=== Exercise details ===
Each line below that carries the string "task" must appear in the answer.

--- Source information Enclosed Below ---

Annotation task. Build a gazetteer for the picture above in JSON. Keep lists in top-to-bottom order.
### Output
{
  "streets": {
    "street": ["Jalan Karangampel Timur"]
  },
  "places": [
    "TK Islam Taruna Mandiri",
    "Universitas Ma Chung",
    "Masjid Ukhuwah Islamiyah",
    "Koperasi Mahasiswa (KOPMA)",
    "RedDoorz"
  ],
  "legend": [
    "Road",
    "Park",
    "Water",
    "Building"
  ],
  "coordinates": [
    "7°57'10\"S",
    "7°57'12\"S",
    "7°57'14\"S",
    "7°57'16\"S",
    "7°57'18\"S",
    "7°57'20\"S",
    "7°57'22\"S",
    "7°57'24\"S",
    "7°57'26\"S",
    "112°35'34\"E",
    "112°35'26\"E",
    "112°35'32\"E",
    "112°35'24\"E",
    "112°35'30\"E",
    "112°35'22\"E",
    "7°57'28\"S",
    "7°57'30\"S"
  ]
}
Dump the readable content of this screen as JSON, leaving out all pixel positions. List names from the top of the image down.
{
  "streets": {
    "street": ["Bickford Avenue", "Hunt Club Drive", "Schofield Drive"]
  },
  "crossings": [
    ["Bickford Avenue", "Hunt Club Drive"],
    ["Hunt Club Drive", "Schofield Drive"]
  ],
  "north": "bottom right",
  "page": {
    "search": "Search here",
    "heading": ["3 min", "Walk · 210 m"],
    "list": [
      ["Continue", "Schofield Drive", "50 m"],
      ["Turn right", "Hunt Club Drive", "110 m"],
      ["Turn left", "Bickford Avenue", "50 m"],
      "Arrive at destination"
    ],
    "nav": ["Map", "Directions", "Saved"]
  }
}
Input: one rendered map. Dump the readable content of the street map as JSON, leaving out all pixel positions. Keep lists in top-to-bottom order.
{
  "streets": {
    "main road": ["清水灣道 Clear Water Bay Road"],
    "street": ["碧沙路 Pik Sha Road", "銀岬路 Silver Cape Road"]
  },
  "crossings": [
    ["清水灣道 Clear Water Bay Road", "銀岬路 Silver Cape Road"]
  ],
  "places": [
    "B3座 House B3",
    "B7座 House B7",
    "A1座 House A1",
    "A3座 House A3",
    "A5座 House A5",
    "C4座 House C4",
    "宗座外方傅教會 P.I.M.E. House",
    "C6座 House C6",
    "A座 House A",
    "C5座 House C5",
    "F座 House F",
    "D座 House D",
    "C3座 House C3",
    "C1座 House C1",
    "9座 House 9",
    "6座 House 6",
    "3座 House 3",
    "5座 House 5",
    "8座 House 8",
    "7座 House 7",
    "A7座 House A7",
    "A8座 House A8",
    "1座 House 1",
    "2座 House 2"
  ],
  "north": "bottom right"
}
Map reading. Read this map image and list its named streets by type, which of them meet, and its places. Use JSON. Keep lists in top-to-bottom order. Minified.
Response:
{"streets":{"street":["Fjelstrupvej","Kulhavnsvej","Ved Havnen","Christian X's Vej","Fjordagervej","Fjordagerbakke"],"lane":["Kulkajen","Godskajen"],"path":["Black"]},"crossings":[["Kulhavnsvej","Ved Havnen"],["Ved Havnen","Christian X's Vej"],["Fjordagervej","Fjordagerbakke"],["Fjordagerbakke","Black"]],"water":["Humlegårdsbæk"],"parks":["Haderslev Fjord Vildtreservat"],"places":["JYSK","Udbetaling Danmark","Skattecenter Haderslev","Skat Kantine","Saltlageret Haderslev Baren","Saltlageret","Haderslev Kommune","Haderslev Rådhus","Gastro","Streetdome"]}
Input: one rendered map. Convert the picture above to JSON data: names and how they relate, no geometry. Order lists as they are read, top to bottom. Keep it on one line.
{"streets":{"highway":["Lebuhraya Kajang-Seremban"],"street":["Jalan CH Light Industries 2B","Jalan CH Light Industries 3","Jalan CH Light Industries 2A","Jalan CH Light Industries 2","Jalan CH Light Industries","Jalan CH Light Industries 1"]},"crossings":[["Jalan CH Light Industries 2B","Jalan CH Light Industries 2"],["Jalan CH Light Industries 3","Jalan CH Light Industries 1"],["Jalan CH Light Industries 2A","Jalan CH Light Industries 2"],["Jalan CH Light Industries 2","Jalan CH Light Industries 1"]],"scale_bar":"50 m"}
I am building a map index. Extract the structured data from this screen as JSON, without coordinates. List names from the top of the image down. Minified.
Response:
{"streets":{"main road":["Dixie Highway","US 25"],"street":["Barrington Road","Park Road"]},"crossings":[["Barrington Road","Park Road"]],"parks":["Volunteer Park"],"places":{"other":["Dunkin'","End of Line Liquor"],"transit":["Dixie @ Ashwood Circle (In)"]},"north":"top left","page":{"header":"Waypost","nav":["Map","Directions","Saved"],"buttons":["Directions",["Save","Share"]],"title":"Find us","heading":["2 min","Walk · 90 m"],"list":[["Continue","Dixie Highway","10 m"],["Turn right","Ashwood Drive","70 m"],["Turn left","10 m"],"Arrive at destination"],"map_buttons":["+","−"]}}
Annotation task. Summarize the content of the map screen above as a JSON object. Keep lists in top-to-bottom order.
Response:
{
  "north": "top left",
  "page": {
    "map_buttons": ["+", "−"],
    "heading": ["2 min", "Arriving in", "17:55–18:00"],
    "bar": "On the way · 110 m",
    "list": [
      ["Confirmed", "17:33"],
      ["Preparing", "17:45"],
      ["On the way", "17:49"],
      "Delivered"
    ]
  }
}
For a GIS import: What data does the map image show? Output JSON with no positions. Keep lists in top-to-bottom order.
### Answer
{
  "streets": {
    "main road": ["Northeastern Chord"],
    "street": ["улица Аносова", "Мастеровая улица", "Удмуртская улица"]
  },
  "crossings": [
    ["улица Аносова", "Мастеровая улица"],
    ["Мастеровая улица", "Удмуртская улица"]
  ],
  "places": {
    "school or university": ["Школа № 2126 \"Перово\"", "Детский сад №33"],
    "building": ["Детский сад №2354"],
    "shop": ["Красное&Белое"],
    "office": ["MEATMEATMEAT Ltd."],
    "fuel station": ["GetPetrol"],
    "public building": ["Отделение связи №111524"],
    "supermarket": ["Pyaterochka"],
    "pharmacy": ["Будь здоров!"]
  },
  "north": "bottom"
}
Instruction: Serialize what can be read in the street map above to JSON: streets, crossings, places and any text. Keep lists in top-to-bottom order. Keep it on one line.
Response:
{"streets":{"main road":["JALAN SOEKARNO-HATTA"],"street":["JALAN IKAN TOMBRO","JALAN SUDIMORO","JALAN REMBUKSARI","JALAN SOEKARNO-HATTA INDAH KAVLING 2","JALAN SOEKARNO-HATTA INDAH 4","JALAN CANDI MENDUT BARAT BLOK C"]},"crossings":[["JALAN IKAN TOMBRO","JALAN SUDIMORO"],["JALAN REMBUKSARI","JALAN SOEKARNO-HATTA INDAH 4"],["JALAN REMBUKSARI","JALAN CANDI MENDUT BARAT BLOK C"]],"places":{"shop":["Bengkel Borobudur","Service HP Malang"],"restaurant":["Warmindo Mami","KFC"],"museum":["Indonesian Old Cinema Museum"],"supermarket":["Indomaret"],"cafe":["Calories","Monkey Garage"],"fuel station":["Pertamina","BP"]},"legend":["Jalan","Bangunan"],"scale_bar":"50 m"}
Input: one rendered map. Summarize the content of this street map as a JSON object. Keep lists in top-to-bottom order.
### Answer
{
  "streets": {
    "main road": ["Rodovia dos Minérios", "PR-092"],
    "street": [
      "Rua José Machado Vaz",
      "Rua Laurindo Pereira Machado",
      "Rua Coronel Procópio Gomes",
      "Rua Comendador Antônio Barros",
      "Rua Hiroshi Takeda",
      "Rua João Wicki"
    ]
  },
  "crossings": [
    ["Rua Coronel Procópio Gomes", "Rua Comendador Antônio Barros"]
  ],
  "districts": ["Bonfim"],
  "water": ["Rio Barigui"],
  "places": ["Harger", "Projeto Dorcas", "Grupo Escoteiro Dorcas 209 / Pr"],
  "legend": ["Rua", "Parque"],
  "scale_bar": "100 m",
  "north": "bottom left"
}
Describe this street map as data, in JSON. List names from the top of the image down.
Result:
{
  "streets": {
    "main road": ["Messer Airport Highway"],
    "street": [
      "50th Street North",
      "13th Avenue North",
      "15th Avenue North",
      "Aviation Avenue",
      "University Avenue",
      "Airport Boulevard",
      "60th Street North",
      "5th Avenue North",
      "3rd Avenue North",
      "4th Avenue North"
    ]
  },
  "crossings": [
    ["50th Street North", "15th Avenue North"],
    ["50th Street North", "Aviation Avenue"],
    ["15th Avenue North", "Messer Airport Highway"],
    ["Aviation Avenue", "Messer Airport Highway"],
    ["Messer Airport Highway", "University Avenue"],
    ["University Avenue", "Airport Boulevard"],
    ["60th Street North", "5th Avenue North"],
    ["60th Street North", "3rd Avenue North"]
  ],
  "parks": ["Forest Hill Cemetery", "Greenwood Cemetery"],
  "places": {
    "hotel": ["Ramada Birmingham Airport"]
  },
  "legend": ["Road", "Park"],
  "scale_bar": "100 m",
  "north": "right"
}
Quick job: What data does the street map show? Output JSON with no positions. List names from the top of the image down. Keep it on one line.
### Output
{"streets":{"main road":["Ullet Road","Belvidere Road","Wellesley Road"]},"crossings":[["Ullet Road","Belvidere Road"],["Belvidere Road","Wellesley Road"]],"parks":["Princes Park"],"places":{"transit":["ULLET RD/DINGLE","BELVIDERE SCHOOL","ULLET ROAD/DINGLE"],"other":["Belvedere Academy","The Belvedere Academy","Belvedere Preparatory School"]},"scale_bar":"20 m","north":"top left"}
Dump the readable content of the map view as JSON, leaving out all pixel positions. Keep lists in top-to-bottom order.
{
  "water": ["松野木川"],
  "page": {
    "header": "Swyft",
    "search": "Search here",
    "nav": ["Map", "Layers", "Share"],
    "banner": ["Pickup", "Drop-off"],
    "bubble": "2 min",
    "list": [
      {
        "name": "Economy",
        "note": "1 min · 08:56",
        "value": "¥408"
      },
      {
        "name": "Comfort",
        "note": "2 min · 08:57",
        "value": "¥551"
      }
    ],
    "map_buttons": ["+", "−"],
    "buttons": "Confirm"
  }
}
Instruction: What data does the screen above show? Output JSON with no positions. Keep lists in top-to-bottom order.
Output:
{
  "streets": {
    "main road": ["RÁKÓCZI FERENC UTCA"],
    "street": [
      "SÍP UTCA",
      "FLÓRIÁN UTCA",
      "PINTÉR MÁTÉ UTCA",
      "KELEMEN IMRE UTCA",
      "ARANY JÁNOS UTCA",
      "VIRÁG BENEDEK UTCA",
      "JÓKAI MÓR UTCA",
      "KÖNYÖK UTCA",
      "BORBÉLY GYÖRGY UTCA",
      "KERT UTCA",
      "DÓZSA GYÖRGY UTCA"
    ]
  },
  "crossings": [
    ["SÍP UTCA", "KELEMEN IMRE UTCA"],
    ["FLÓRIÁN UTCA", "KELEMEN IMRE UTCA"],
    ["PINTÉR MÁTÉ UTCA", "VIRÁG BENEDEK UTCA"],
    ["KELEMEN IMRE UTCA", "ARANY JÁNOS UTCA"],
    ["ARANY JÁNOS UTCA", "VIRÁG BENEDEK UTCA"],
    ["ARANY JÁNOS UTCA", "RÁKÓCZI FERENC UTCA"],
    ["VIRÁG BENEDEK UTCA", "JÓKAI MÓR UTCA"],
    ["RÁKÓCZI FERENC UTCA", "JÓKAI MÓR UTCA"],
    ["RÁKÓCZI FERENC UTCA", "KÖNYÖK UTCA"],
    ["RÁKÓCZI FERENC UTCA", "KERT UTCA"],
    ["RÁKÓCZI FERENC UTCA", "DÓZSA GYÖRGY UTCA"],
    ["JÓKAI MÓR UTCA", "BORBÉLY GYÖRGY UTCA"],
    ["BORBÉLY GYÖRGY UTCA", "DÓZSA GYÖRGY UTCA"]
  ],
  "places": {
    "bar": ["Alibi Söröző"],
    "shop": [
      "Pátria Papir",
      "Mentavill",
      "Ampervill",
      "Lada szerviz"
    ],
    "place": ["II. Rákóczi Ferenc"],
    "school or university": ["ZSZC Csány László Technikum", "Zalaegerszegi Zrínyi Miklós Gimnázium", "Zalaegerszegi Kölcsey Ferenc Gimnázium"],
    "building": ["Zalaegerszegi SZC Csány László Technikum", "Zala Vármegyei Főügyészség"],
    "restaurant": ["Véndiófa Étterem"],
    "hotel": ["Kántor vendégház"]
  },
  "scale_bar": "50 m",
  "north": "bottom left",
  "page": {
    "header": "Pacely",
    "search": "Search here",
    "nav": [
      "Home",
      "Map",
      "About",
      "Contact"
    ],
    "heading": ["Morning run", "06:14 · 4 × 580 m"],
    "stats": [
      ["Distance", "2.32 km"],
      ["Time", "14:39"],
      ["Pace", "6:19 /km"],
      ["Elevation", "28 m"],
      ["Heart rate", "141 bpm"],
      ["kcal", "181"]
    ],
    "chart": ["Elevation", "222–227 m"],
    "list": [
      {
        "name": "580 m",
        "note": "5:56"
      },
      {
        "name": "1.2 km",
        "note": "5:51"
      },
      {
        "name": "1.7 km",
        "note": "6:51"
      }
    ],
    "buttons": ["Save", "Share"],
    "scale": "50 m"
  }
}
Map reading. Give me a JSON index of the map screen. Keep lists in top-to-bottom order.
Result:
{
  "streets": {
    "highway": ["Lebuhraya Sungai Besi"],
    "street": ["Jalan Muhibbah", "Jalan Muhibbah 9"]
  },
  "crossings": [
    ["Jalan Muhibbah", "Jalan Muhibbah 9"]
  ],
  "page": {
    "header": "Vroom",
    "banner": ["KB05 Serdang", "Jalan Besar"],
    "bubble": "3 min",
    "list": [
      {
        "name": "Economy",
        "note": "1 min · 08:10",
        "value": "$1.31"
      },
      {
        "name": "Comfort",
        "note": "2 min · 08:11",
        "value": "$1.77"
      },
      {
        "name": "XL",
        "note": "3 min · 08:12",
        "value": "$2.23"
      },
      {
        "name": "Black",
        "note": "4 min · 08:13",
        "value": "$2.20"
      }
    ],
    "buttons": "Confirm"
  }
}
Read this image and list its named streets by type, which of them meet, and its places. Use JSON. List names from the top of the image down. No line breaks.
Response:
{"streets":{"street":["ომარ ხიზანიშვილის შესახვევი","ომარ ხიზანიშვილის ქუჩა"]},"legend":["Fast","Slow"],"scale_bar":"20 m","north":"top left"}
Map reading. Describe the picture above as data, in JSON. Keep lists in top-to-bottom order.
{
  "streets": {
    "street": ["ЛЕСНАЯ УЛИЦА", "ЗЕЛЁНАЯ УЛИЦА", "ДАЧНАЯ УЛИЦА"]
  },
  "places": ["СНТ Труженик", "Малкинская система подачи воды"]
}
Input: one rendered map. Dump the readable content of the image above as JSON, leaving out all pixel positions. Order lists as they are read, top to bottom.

--- End of Enclosed Source information ---

=== Response below ===
Annotation task. Build a gazetteer for the picture above in JSON. Keep lists in top-to-bottom order.
Annotation task. Summarize the content of the map screen above as a JSON object. Keep lists in top-to-bottom order.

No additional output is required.